If a line in the entries below includes "from", pick it out and copy it.

THE RECORDS:
++++++++++
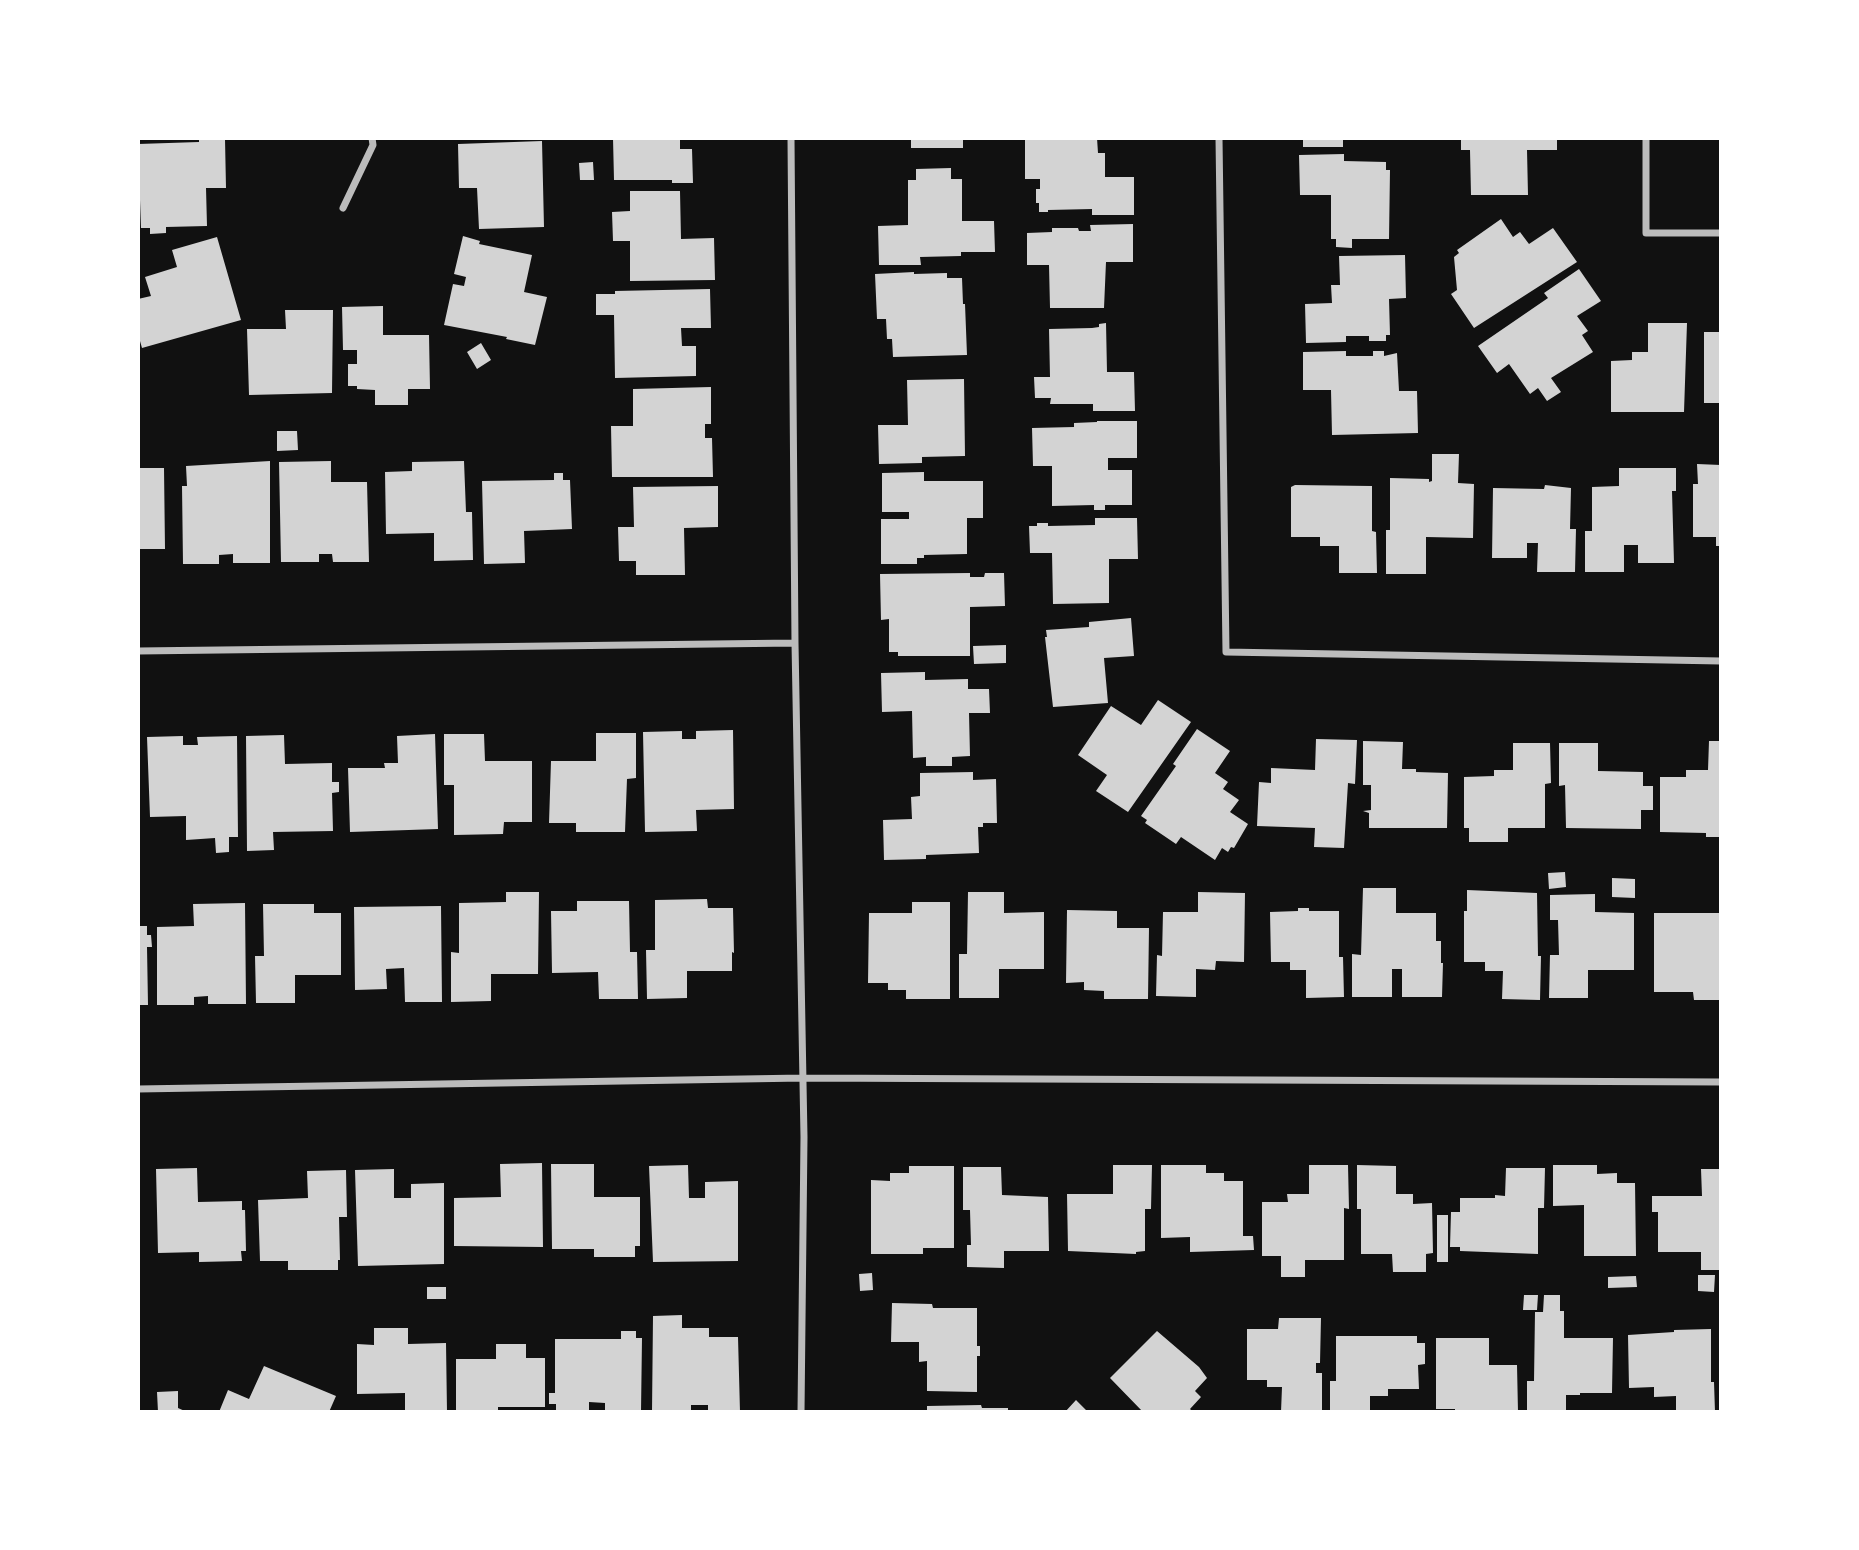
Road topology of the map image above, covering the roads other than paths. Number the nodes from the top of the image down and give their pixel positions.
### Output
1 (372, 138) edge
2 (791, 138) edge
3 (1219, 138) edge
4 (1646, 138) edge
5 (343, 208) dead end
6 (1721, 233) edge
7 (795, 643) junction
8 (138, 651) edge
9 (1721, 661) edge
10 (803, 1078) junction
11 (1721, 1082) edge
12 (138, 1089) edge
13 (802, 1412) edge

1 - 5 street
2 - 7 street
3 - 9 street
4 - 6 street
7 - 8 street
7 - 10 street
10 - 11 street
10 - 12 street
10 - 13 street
++++++++++
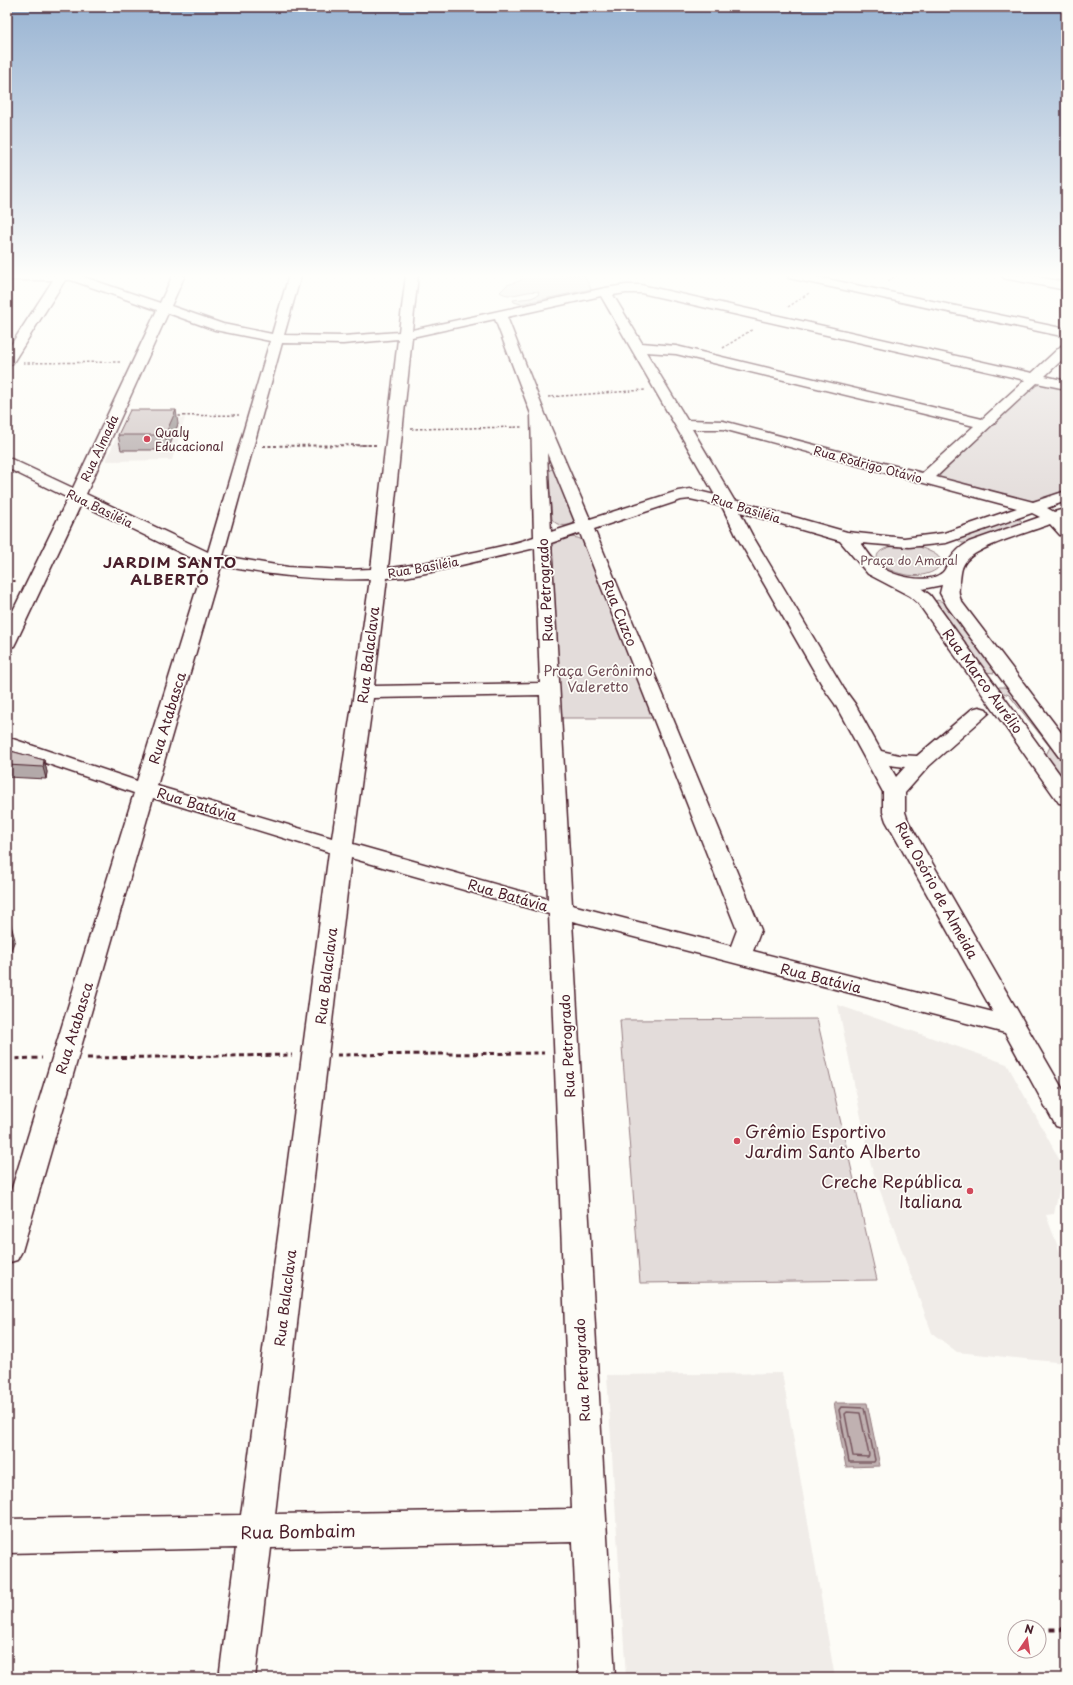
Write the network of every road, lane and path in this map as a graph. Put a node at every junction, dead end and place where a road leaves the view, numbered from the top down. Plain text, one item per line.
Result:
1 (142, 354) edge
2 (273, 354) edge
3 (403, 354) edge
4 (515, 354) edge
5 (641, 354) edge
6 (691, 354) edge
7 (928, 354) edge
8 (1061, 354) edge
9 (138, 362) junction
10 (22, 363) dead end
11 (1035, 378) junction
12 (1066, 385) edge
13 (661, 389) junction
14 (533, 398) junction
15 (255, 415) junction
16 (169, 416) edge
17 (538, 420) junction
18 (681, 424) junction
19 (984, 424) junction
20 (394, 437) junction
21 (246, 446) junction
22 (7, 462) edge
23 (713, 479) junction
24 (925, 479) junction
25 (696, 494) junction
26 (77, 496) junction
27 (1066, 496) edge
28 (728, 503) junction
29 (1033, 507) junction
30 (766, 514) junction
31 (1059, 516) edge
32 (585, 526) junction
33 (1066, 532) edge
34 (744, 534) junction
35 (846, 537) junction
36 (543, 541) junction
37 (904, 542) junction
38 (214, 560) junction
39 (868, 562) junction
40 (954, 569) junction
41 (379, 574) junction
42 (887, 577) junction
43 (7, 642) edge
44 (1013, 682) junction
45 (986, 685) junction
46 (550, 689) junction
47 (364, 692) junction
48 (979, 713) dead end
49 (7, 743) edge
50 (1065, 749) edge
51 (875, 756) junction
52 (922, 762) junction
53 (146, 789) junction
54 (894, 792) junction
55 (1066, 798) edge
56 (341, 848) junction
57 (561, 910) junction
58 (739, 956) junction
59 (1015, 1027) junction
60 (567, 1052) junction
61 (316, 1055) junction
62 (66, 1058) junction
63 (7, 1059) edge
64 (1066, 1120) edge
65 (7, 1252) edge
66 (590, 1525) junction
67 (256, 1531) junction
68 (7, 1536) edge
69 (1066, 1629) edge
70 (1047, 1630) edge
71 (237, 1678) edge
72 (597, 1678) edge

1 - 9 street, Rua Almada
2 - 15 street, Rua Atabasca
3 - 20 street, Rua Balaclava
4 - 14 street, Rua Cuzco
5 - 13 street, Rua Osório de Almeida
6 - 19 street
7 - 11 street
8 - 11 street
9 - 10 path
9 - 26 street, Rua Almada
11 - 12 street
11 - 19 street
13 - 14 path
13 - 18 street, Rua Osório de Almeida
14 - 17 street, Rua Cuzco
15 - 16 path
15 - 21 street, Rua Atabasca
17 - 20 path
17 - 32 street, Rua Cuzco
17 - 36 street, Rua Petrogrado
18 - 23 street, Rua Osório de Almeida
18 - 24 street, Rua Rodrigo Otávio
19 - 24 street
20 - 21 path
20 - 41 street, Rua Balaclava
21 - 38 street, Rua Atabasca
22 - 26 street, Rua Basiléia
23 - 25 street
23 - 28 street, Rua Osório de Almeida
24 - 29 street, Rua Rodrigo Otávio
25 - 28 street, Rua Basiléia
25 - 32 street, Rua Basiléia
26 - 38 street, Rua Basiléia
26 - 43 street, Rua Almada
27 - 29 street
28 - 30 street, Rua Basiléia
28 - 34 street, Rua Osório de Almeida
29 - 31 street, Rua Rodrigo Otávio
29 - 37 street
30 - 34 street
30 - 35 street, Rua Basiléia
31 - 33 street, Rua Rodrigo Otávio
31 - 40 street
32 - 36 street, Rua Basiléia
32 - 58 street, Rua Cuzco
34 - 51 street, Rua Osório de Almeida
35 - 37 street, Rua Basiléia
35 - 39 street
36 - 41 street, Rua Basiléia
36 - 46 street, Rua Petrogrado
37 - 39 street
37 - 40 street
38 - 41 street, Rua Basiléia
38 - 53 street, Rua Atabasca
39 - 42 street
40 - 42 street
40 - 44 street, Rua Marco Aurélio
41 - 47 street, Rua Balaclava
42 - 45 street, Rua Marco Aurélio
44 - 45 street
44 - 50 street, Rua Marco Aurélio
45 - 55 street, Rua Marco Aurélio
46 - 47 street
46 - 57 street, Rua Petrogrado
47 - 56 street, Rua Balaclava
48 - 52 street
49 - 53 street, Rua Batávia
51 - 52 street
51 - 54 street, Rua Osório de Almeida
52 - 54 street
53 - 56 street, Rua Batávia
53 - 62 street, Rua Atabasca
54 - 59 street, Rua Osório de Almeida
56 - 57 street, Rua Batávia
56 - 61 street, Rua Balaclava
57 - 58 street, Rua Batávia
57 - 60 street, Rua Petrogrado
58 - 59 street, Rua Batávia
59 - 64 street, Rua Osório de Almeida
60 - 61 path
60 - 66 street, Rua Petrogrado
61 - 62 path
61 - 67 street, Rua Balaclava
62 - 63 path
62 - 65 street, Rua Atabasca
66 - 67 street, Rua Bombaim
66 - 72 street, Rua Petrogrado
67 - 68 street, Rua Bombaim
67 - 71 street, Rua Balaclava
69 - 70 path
++++++++++
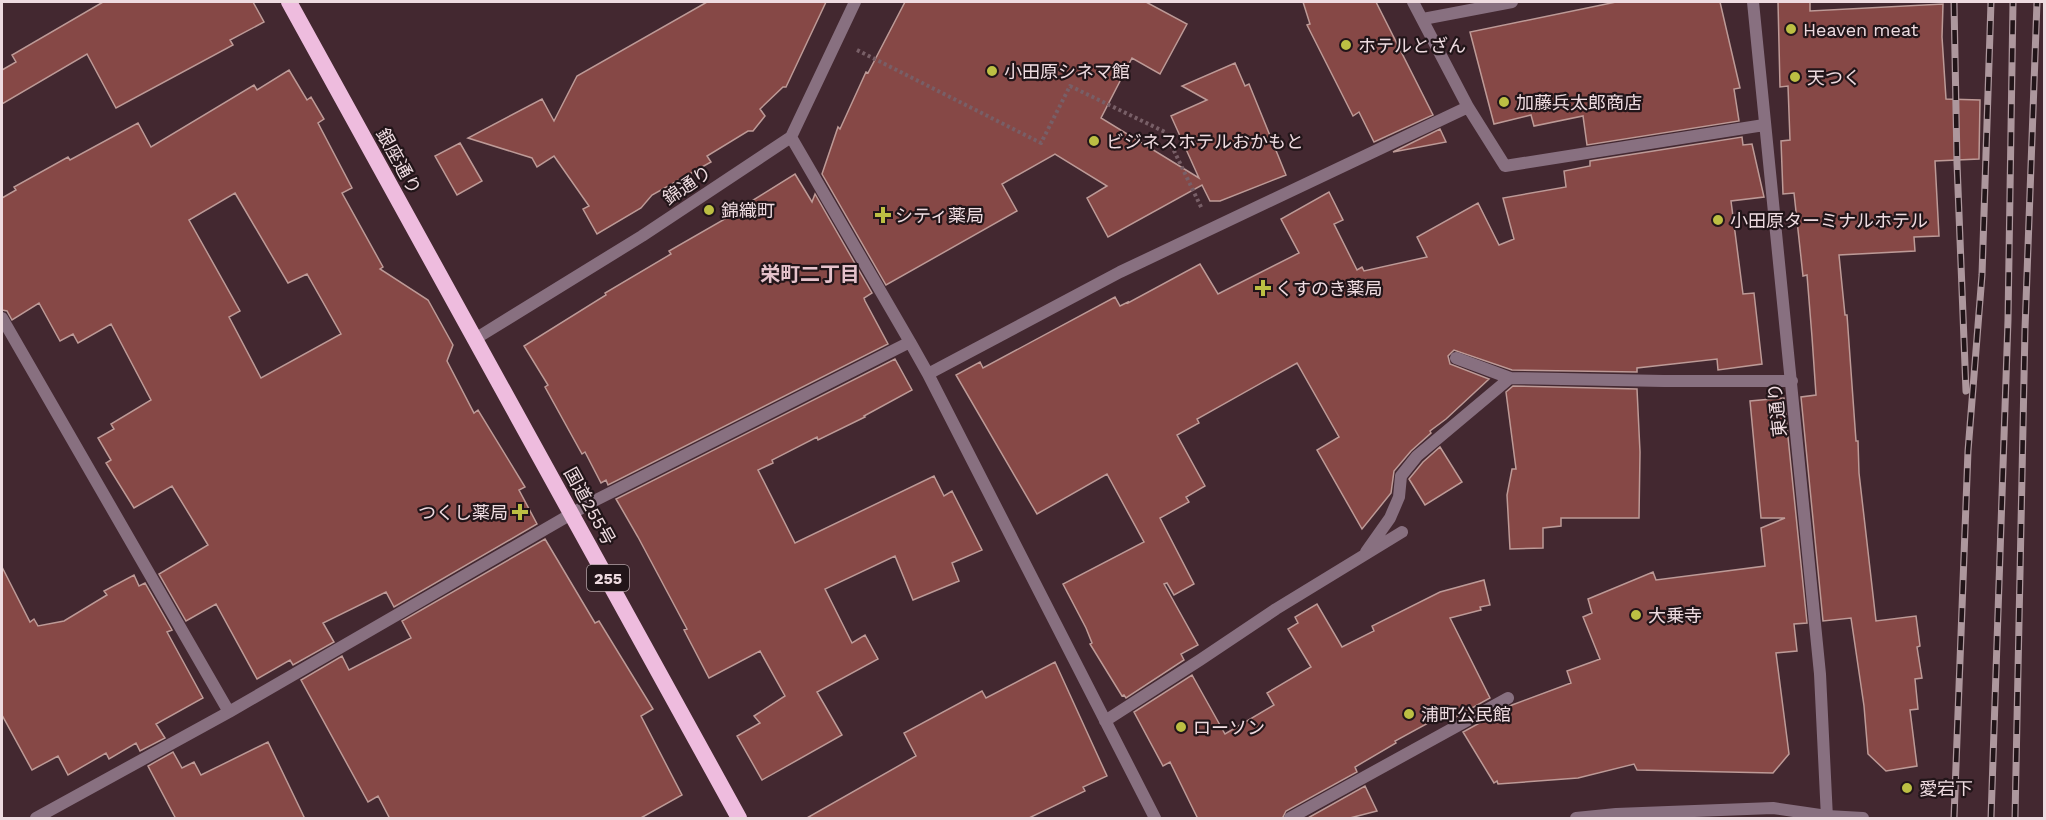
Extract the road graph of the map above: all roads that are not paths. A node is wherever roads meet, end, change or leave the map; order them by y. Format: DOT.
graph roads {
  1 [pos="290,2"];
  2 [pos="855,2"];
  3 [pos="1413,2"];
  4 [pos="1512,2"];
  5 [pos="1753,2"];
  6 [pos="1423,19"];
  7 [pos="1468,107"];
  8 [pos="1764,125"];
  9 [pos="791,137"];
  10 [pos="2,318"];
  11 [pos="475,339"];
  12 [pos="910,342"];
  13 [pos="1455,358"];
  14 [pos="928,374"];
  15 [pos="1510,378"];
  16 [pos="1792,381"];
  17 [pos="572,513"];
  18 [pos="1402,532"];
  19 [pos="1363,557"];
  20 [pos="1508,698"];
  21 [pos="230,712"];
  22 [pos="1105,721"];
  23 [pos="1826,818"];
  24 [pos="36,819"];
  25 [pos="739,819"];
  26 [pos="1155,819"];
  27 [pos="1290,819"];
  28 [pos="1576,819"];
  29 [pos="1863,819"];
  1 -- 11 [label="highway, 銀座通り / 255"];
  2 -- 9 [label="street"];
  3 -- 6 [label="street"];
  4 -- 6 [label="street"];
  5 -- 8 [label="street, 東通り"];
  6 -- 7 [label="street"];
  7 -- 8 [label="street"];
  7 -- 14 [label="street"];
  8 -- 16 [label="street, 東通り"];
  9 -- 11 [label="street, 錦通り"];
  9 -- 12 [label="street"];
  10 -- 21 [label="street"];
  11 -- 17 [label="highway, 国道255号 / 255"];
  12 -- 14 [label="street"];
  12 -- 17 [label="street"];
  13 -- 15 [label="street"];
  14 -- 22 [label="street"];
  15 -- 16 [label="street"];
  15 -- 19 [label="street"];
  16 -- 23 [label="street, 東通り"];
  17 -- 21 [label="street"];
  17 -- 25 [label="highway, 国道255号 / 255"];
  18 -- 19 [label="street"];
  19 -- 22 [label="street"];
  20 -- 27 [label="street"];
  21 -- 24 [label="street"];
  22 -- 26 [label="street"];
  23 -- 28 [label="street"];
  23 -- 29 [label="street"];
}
++++++++++
TASK OUTPUT:
Road topology of the map image above, covering the roads other than paths. Number the nodes from the top of the image down and give their pixel positions.
Write the network of every road, lane and path in this map as a graph. Put a node at every junction, dead end and place where a road leaves the view, numbered from the top down. Plain text, one item per line.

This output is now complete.